Dataset entries

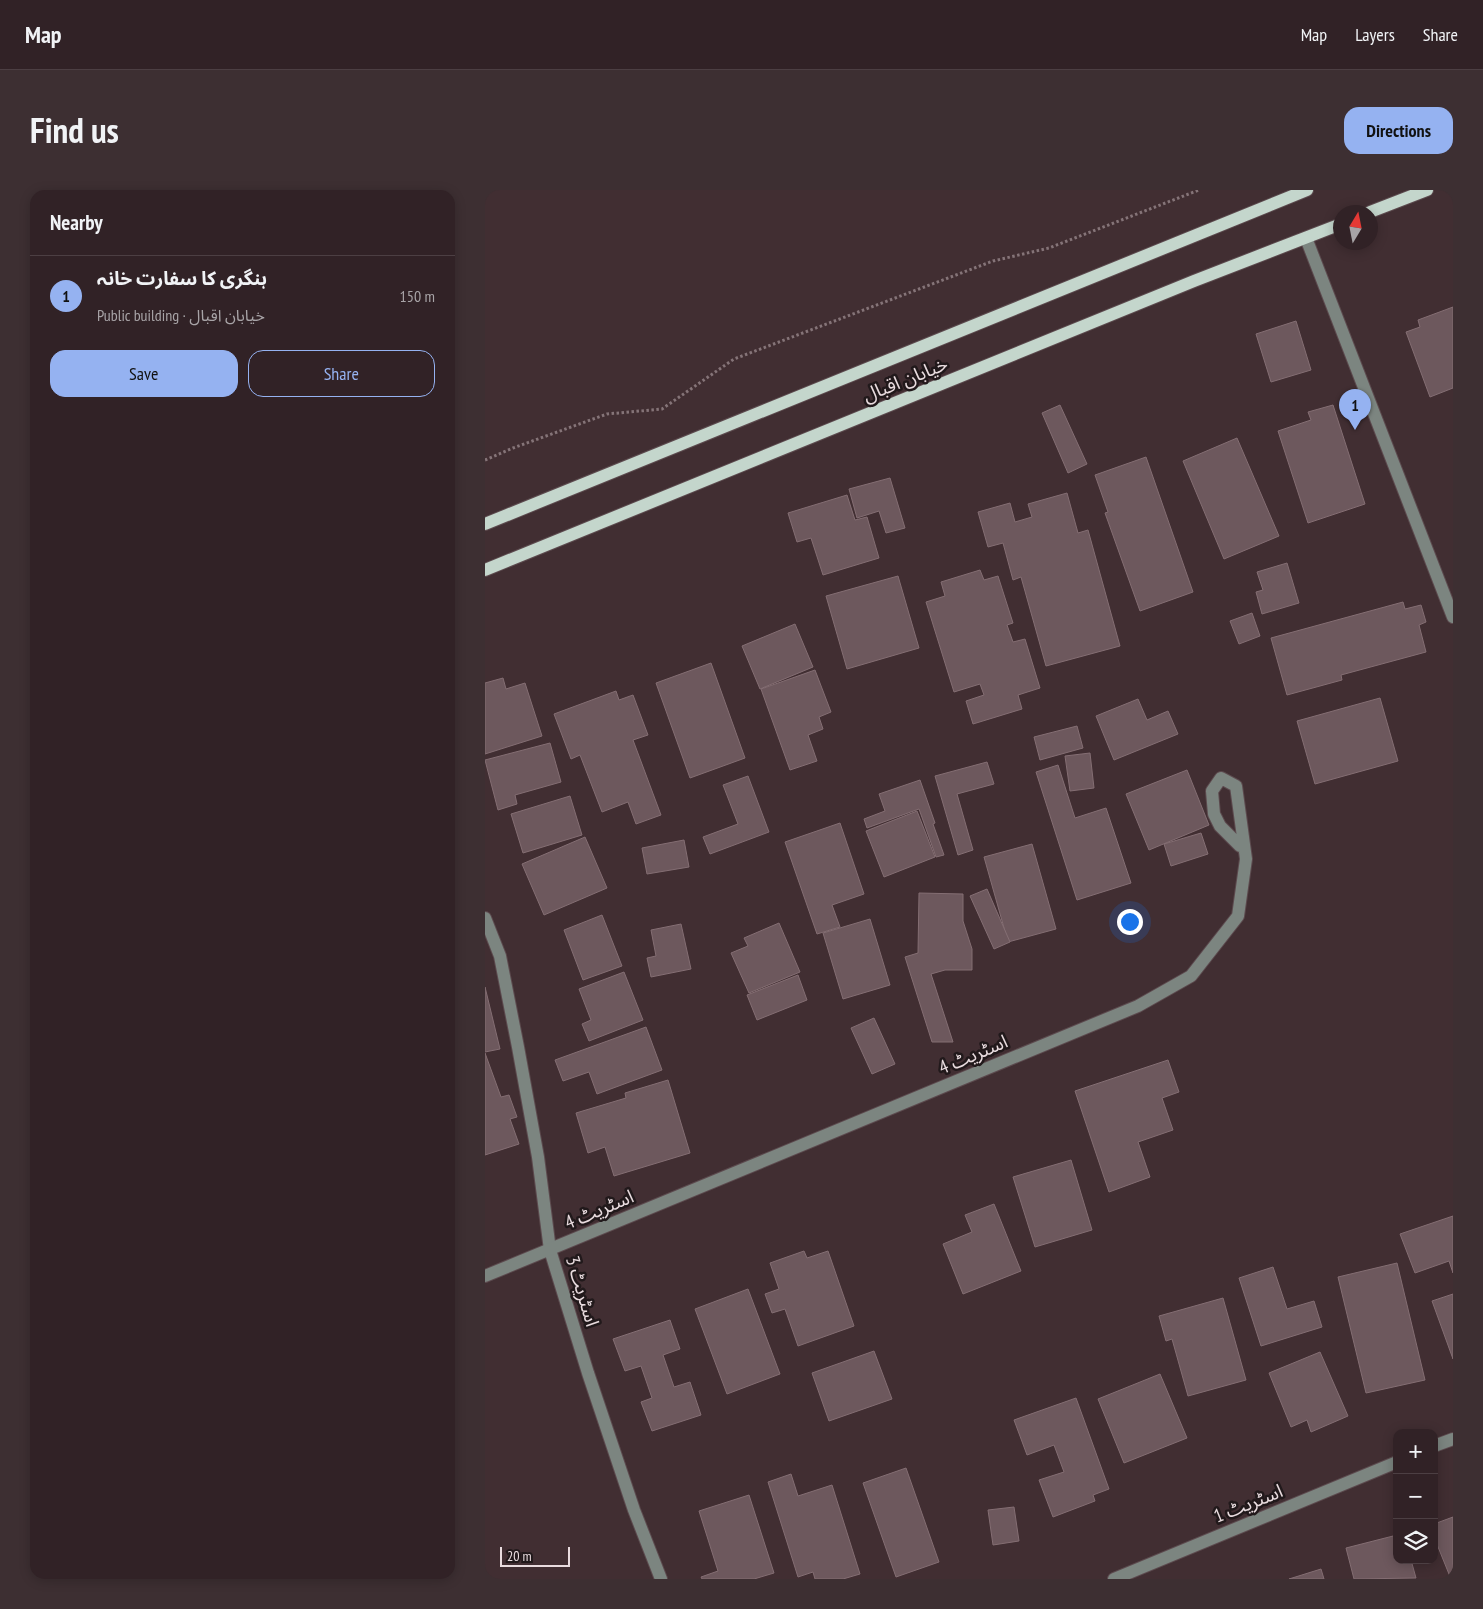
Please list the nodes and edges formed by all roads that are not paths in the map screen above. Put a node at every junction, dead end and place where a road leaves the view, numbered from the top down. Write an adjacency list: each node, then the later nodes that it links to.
1 (1307, 190): 6 (main road, خیابان اقبال)
2 (1427, 190): 3 (main road)
3 (1378, 209)
4 (1333, 227): 5 (main road, خیابان اقبال)
5 (1306, 238): 7 (main road, خیابان اقبال); 8 (street)
6 (485, 524)
7 (485, 570)
8 (1453, 617)
9 (1239, 846): 11 (street, اسٹریٹ 4)
10 (485, 918): 11 (street, اسٹریٹ 3)
11 (550, 1250): 12 (street, اسٹریٹ 4); 16 (street, اسٹریٹ 3)
12 (485, 1276)
13 (1453, 1439): 14 (street)
14 (1438, 1445)
15 (1393, 1464): 17 (street, اسٹریٹ 1)
16 (661, 1579)
17 (1114, 1579)

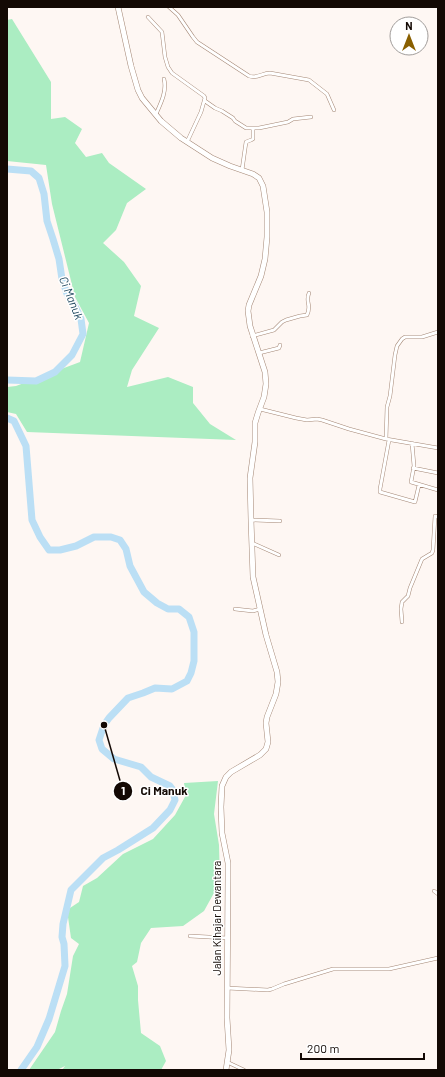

▶ _ACTION ITEM_
The task calls for repeating each line above exactly while excluding the pictures.

▶ _TASK SOLUTION_
Please list the nodes and edges formed by all roads that are not paths in the map screen above. Put a node at every junction, dead end and place where a road leaves the view, numbered from the top down. Write an adjacency list: each node, then the later nodes that it links to.
1 (1307, 190): 6 (main road, خیابان اقبال)
2 (1427, 190): 3 (main road)
3 (1378, 209)
4 (1333, 227): 5 (main road, خیابان اقبال)
5 (1306, 238): 7 (main road, خیابان اقبال); 8 (street)
6 (485, 524)
7 (485, 570)
8 (1453, 617)
9 (1239, 846): 11 (street, اسٹریٹ 4)
10 (485, 918): 11 (street, اسٹریٹ 3)
11 (550, 1250): 12 (street, اسٹریٹ 4); 16 (street, اسٹریٹ 3)
12 (485, 1276)
13 (1453, 1439): 14 (street)
14 (1438, 1445)
15 (1393, 1464): 17 (street, اسٹریٹ 1)
16 (661, 1579)
17 (1114, 1579)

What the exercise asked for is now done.